►

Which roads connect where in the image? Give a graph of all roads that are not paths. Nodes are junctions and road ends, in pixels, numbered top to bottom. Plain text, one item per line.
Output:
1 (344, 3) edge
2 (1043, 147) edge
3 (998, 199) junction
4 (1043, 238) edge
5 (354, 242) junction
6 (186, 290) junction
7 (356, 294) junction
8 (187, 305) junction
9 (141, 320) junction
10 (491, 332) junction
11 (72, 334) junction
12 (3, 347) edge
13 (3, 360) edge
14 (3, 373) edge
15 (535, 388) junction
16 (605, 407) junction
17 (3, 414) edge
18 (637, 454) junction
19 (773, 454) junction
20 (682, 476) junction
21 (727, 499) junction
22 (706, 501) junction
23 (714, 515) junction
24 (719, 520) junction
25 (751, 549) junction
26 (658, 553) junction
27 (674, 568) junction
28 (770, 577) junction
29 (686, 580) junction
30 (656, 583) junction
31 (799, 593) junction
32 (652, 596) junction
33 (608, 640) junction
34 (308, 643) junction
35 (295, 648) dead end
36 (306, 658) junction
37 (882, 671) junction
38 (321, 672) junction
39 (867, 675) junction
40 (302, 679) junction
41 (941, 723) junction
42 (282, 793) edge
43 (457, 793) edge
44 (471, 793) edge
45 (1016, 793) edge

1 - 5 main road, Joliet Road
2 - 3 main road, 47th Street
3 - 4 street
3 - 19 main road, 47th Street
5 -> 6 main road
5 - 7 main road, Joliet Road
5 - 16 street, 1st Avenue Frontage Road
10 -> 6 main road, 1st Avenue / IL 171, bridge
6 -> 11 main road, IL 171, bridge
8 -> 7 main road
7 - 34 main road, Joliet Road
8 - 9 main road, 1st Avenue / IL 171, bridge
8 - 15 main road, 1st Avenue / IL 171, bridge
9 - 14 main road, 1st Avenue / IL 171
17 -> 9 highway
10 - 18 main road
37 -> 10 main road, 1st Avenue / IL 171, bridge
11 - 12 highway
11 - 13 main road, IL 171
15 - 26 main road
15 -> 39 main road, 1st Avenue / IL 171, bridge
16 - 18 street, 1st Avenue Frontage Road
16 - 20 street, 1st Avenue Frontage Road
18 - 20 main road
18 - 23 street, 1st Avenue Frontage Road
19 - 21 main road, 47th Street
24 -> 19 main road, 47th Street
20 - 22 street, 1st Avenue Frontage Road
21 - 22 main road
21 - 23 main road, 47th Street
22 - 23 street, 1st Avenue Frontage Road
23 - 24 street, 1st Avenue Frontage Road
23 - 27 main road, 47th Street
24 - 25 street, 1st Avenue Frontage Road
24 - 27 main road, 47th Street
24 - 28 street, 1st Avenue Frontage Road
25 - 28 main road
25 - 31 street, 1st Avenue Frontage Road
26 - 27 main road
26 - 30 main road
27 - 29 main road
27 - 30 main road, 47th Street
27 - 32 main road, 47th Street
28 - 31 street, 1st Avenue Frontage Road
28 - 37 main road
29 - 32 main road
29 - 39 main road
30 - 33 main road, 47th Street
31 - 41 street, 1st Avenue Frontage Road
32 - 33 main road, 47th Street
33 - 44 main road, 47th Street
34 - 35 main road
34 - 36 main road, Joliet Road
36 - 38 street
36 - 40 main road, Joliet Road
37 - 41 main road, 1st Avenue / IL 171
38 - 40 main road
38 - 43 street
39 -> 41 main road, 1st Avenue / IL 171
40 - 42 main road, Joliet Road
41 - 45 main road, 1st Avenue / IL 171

◄

### Work to be completed
Everything above, from first entry to last, must be reproduced exactly.

### Exercise answer
Which roads connect where in the image? Give a graph of all roads that are not paths. Nodes are junctions and road ends, in pixels, numbered top to bottom. Plain text, one item per line.
Output:
1 (344, 3) edge
2 (1043, 147) edge
3 (998, 199) junction
4 (1043, 238) edge
5 (354, 242) junction
6 (186, 290) junction
7 (356, 294) junction
8 (187, 305) junction
9 (141, 320) junction
10 (491, 332) junction
11 (72, 334) junction
12 (3, 347) edge
13 (3, 360) edge
14 (3, 373) edge
15 (535, 388) junction
16 (605, 407) junction
17 (3, 414) edge
18 (637, 454) junction
19 (773, 454) junction
20 (682, 476) junction
21 (727, 499) junction
22 (706, 501) junction
23 (714, 515) junction
24 (719, 520) junction
25 (751, 549) junction
26 (658, 553) junction
27 (674, 568) junction
28 (770, 577) junction
29 (686, 580) junction
30 (656, 583) junction
31 (799, 593) junction
32 (652, 596) junction
33 (608, 640) junction
34 (308, 643) junction
35 (295, 648) dead end
36 (306, 658) junction
37 (882, 671) junction
38 (321, 672) junction
39 (867, 675) junction
40 (302, 679) junction
41 (941, 723) junction
42 (282, 793) edge
43 (457, 793) edge
44 (471, 793) edge
45 (1016, 793) edge

1 - 5 main road, Joliet Road
2 - 3 main road, 47th Street
3 - 4 street
3 - 19 main road, 47th Street
5 -> 6 main road
5 - 7 main road, Joliet Road
5 - 16 street, 1st Avenue Frontage Road
10 -> 6 main road, 1st Avenue / IL 171, bridge
6 -> 11 main road, IL 171, bridge
8 -> 7 main road
7 - 34 main road, Joliet Road
8 - 9 main road, 1st Avenue / IL 171, bridge
8 - 15 main road, 1st Avenue / IL 171, bridge
9 - 14 main road, 1st Avenue / IL 171
17 -> 9 highway
10 - 18 main road
37 -> 10 main road, 1st Avenue / IL 171, bridge
11 - 12 highway
11 - 13 main road, IL 171
15 - 26 main road
15 -> 39 main road, 1st Avenue / IL 171, bridge
16 - 18 street, 1st Avenue Frontage Road
16 - 20 street, 1st Avenue Frontage Road
18 - 20 main road
18 - 23 street, 1st Avenue Frontage Road
19 - 21 main road, 47th Street
24 -> 19 main road, 47th Street
20 - 22 street, 1st Avenue Frontage Road
21 - 22 main road
21 - 23 main road, 47th Street
22 - 23 street, 1st Avenue Frontage Road
23 - 24 street, 1st Avenue Frontage Road
23 - 27 main road, 47th Street
24 - 25 street, 1st Avenue Frontage Road
24 - 27 main road, 47th Street
24 - 28 street, 1st Avenue Frontage Road
25 - 28 main road
25 - 31 street, 1st Avenue Frontage Road
26 - 27 main road
26 - 30 main road
27 - 29 main road
27 - 30 main road, 47th Street
27 - 32 main road, 47th Street
28 - 31 street, 1st Avenue Frontage Road
28 - 37 main road
29 - 32 main road
29 - 39 main road
30 - 33 main road, 47th Street
31 - 41 street, 1st Avenue Frontage Road
32 - 33 main road, 47th Street
33 - 44 main road, 47th Street
34 - 35 main road
34 - 36 main road, Joliet Road
36 - 38 street
36 - 40 main road, Joliet Road
37 - 41 main road, 1st Avenue / IL 171
38 - 40 main road
38 - 43 street
39 -> 41 main road, 1st Avenue / IL 171
40 - 42 main road, Joliet Road
41 - 45 main road, 1st Avenue / IL 171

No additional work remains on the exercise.